The existential crises of the modern political reporter

  1. What about existential crisis of readers who are subjected to hackneyed political reporting? Reporters get paid to write twaddle, while I have to pay to read it – seems like better deal to be reporter than a consumer.

    • Well, not exactly. you don’t have to pay.

      • By hook or crook, we pay for Canadian news.

        And I think einstein quote is spot on.

        “The Canada Periodical Fund (CPF) provides financial assistance to Canadian print magazines, non-daily newspapers and digital periodicals to enable them to overcome market disadvantages and continue to provide Canadian readers with the content they choose to read.”
        “The Broadcasting Act also sets out a framework for the activities of Canada’s broadcasting entities such as the national public broadcaster CBC/Radio-Canada and Canada’s regulator, the Canadian Radio-television and Telecommunications Commission (CRTC).

        • You’re right, and they rarely “earn” a cent of that money.

  2. These are not existential crises. These are reporters expressing dismay that they can’t dictate the election. They don’t want to report. They want to persuade. They want to be part of the campaign. Wherry himself is an expert in this regard.
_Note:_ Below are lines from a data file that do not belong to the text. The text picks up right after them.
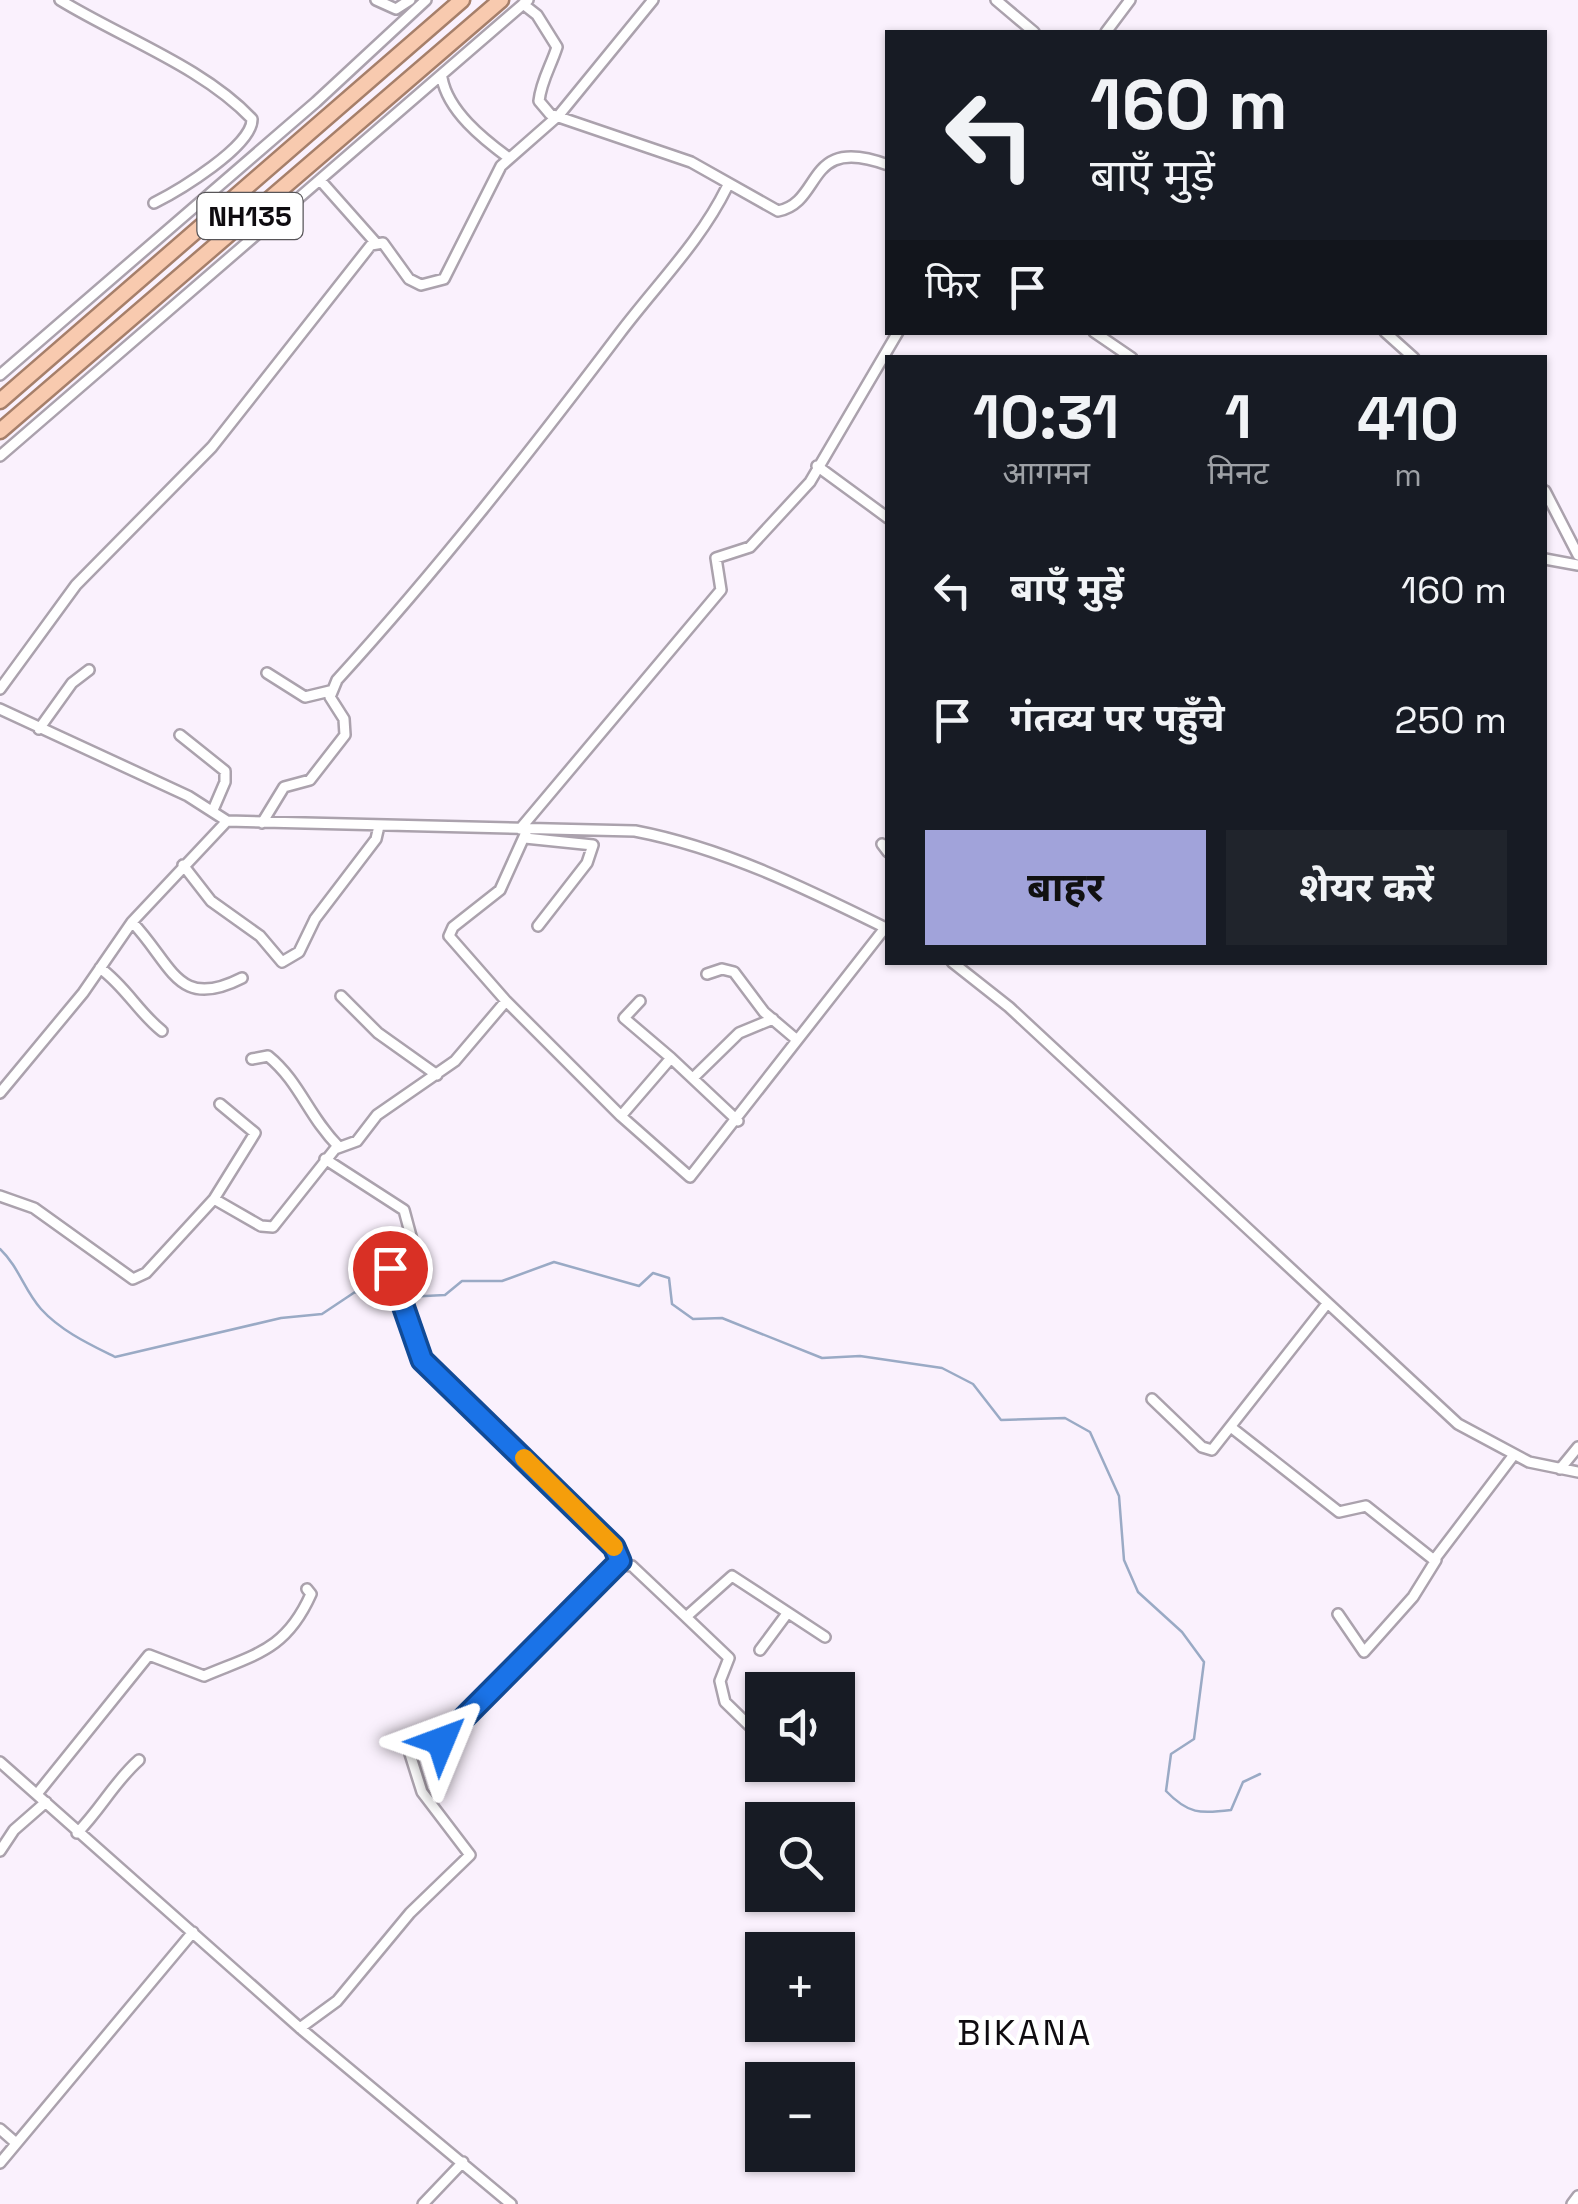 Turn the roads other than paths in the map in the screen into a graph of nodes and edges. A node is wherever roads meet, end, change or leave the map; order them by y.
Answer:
1 (60, 0) edge
2 (376, 0) edge
3 (410, 0) edge
4 (426, 0) edge
5 (462, 0) edge
6 (501, 0) edge
7 (653, 0) edge
8 (996, 0) edge
9 (1130, 0) edge
10 (526, 2) edge
11 (1032, 30) edge
12 (1108, 30) edge
13 (442, 78) junction
14 (560, 115) junction
15 (252, 128) junction
16 (266, 144) junction
17 (509, 158) junction
18 (885, 164) edge
19 (320, 180) junction
20 (727, 186) junction
21 (154, 203) dead end
22 (375, 242) junction
23 (896, 335) edge
24 (1098, 335) edge
25 (1388, 335) edge
26 (1128, 355) edge
27 (1411, 355) edge
28 (0, 374) edge
29 (0, 401) edge
30 (0, 431) edge
31 (0, 456) edge
32 (817, 466) junction
33 (1547, 495) edge
34 (885, 516) edge
35 (1578, 555) edge
36 (1547, 559) edge
37 (1578, 565) edge
38 (89, 670) dead end
39 (267, 673) dead end
40 (0, 689) edge
41 (330, 691) junction
42 (0, 709) edge
43 (39, 730) junction
44 (180, 735) dead end
45 (213, 810) junction
46 (227, 821) junction
47 (262, 823) junction
48 (379, 826) junction
49 (524, 832) junction
50 (183, 866) junction
51 (132, 922) junction
52 (538, 926) dead end
53 (883, 931) edge
54 (955, 965) edge
55 (968, 965) edge
56 (100, 968) junction
57 (707, 974) dead end
58 (242, 978) dead end
59 (969, 978) junction
60 (341, 996) dead end
61 (506, 1001) junction
62 (640, 1001) dead end
63 (774, 1019) junction
64 (162, 1031) dead end
65 (797, 1040) junction
66 (671, 1058) junction
67 (252, 1059) dead end
68 (437, 1075) junction
69 (692, 1078) junction
70 (0, 1092) edge
71 (220, 1104) dead end
72 (621, 1116) junction
73 (738, 1121) junction
74 (339, 1146) junction
75 (326, 1160) junction
76 (0, 1196) edge
77 (214, 1199) junction
78 (1326, 1305) junction
79 (1152, 1399) dead end
80 (1232, 1428) junction
81 (1578, 1447) edge
82 (1513, 1456) junction
83 (1560, 1469) junction
84 (1578, 1472) edge
85 (1436, 1560) junction
86 (620, 1561) junction
87 (307, 1588) dead end
88 (1338, 1614) dead end
89 (786, 1615) junction
90 (686, 1617) junction
91 (826, 1637) dead end
92 (760, 1650) dead end
93 (745, 1721) edge
94 (139, 1760) dead end
95 (0, 1762) edge
96 (41, 1798) junction
97 (77, 1833) junction
98 (0, 1851) edge
99 (194, 1932) junction
100 (300, 2028) junction
101 (0, 2129) edge
102 (16, 2143) junction
103 (0, 2162) edge
104 (463, 2162) junction
105 (1578, 2196) edge
106 (423, 2204) edge
107 (512, 2204) edge
108 (1572, 2204) edge

1 - 15 street
2 - 3 street
4 - 16 street
5 - 29 highway, NH135
6 - 30 highway, NH135
7 - 14 street
8 - 11 street
9 - 12 street
10 - 13 street
10 - 14 street
13 - 17 street
13 - 19 street
14 - 17 street
14 - 20 street
15 - 16 street
15 - 21 street
16 - 28 street
17 - 22 street
18 - 20 street
19 - 22 street
19 - 31 street
20 - 41 street
22 - 40 street
23 - 32 street
24 - 26 street
25 - 27 street
32 - 34 street
32 - 49 street
33 - 35 street
36 - 37 street
38 - 43 street
39 - 41 street
41 - 47 street
42 - 43 street
43 - 45 street
44 - 45 street
45 - 46 street
46 - 47 street
46 - 50 street
47 - 48 street
48 - 49 street
48 - 50 street
49 - 52 street
49 - 53 street
49 - 61 street
50 - 51 street
51 - 56 street
51 - 58 street
53 - 65 street
54 - 59 street
55 - 59 street
56 - 64 street
56 - 70 street
57 - 63 street
59 - 78 street
60 - 68 street
61 - 68 street
61 - 72 street
62 - 66 street
63 - 65 street
63 - 69 street
65 - 73 street
66 - 69 street
66 - 72 street
67 - 74 street
68 - 74 street
69 - 73 street
71 - 77 street
72 - 73 street
74 - 75 street
75 - 77 street
75 - 86 street
76 - 77 street
78 - 80 street
78 - 82 street
79 - 80 street
80 - 85 street
81 - 83 street
82 - 83 street
82 - 85 street
83 - 84 street
85 - 88 street
86 - 90 street
86 - 100 street
87 - 96 street
89 - 90 street
89 - 91 street
89 - 92 street
90 - 93 street
94 - 97 street
95 - 96 street
96 - 97 street
96 - 98 street
97 - 99 street
99 - 100 street
99 - 102 street
100 - 104 street
101 - 102 street
102 - 103 street
104 - 106 street
104 - 107 street
105 - 108 street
    It’s almost hilarious. Obama passed a health care overhaul that claimed to be deficit-neutral through the most cynical accounting tricks, such as counting only 6 years of expenses and 10 years of revenues. Only an idiot would buy the argument that adding 30 million people to government healthcare would be deficit neutral and the quality of health care for everyone else would remain the same. And then this bozo Ezra Klein complains that the critics (such as Paul Ryan) of said accounting trickery and complete dishonesty are the purveyors of dishonesty. And then Aaron Wherry is so proud of his twin in the USA that he reprints this garbage. You have supposed “fact-checkers” who hem and haw over a Paul Ryan speech without every being able to identify a single untruth in the entire speech, while Obama repeated the same lies dozens upon dozens of times without them showing the slightest concern.

    That’s political reporting for you.

  3. The reality is this.

    All three of those reporters (and Wherry as well) have one thing in common that explains those three laments: their preferred candidate is at risk of losing.

    That’s it. They’re not really worried about truth in campaigning or reporting, about joy, or about expertise. All 3 of three of them are upset because Romney is now tied with Obama.

    That’s it.

    If this were 2008, with Obama comfortably in front, you’d see none of this whining. But with Obama (the obviously superior candidate who should be winning by a landslide in their minds), there’s something terribly wrong with elections and democracy, and by golly, they’re gonna figure out what it is. And when they do, they’ll let us know the real reason he’s losing (not ahead, anyway). Because god knows, the last thing it could be is Obama himself, and his poor record, his poor ideas and his failing policies. It couldn’t possibly be 5 trillion of debt and nothing to show for it. No, it must be lying by everyone else (Democrats are paragons of the truth, by definition), or lack of joy, or whatever other bogus and ridiculous ideas they can come up with.